Les années 2000 ne resteront clairement pas dans les annales de la branche animation des studios Disney. Sans atteindre le niveau de la décennie 80, au cours de laquelle les producteurs ont envisagé de mettre la clé sous la porte pour mieux se tourner vers le petit écran, la firme est à la peine à l'aube du XXIe siècle. Si l'hilarant Kuzco met tout le monde d'accord, le public est davantage partagé face aux suites de grands classiques qui sortent directement en vidéo, à La Planète au trésor, Atlantide, Frère des ours ou encore Dinosaure, qui mêle décors réels et images de synthèse pour un résultat peu convaincant. Ou, en tout cas, pas assez pour faire face à la concurrence grandissante de Dreamworks ou Pixar, dont ils distribuent les longs métrages et qui manque de leur filer entre les doigts.

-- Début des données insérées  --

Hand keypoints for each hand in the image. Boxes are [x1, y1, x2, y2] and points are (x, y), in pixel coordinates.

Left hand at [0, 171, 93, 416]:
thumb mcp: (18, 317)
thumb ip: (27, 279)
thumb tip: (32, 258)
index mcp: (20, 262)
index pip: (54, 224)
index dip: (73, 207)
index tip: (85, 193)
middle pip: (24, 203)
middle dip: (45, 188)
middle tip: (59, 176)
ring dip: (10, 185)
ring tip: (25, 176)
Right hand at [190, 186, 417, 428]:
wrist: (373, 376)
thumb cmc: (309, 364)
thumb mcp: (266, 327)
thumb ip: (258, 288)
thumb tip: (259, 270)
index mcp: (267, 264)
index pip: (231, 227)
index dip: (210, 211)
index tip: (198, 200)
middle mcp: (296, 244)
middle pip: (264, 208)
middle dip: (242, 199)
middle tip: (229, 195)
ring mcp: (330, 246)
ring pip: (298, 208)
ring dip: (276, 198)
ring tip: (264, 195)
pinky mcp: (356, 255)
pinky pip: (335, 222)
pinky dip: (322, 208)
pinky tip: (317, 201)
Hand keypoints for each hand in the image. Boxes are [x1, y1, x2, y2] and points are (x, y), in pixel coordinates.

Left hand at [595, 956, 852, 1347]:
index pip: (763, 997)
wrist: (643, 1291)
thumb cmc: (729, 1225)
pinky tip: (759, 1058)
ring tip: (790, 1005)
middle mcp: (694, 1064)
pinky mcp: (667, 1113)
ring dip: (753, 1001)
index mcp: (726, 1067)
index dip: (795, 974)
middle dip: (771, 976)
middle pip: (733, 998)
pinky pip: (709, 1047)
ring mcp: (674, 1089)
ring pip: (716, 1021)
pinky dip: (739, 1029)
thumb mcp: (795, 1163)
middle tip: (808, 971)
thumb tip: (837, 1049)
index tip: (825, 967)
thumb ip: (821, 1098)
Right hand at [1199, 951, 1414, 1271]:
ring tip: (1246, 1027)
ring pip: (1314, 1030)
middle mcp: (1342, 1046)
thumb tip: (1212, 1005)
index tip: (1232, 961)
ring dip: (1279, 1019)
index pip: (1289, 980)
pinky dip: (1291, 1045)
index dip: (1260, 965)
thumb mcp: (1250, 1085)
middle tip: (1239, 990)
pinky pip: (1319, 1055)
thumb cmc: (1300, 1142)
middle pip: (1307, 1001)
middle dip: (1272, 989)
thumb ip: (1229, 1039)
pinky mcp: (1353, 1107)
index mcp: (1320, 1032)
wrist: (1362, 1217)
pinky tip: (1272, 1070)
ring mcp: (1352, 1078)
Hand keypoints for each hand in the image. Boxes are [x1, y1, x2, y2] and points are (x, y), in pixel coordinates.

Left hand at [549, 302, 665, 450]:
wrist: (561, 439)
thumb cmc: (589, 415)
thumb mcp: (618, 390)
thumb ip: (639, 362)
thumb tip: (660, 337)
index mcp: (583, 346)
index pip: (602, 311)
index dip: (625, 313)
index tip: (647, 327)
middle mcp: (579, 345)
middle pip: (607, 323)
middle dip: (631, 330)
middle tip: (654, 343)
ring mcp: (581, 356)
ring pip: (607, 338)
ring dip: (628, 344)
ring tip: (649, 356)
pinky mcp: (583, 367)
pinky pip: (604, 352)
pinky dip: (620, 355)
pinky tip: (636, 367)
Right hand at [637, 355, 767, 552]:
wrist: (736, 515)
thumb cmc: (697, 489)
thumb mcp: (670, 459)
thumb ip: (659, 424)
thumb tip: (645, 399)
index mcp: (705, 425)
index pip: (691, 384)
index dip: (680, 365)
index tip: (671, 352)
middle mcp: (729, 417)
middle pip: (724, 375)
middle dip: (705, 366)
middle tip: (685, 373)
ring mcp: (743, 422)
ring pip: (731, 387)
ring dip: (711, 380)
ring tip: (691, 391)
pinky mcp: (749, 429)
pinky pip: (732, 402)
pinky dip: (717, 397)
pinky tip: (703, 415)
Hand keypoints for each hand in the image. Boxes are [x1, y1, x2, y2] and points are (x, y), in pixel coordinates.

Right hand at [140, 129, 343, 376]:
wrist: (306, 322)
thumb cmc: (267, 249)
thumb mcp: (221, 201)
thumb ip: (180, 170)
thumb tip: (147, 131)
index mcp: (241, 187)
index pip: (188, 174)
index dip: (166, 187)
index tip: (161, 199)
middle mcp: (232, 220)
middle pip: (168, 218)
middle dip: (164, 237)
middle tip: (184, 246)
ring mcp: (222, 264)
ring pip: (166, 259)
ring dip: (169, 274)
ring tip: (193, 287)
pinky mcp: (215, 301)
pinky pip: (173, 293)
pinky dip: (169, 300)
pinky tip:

Dès 2003, il se murmure que Steve Jobs, alors PDG de Pixar, cherche un autre distributeur, et ses désaccords fréquents avec Michael Eisner, son équivalent chez Disney, ne font que compliquer les négociations. Les choses commencent à s'améliorer fin 2005, avec le départ du second et son remplacement par Bob Iger, pour finalement aboutir à un rachat de Pixar par Disney pour la somme de 7,4 milliards de dollars, et non un renouvellement de leur collaboration. Initiée le 24 janvier 2006, l'affaire est officiellement conclue le 5 mai, avec un changement de taille dans l'organigramme : réalisateur de Toy Story et figure de proue de la firme à la lampe, John Lasseter devient le directeur de la création des deux studios d'animation. Et il prend très vite des décisions importantes, comme l'arrêt des suites de classiques en vidéo.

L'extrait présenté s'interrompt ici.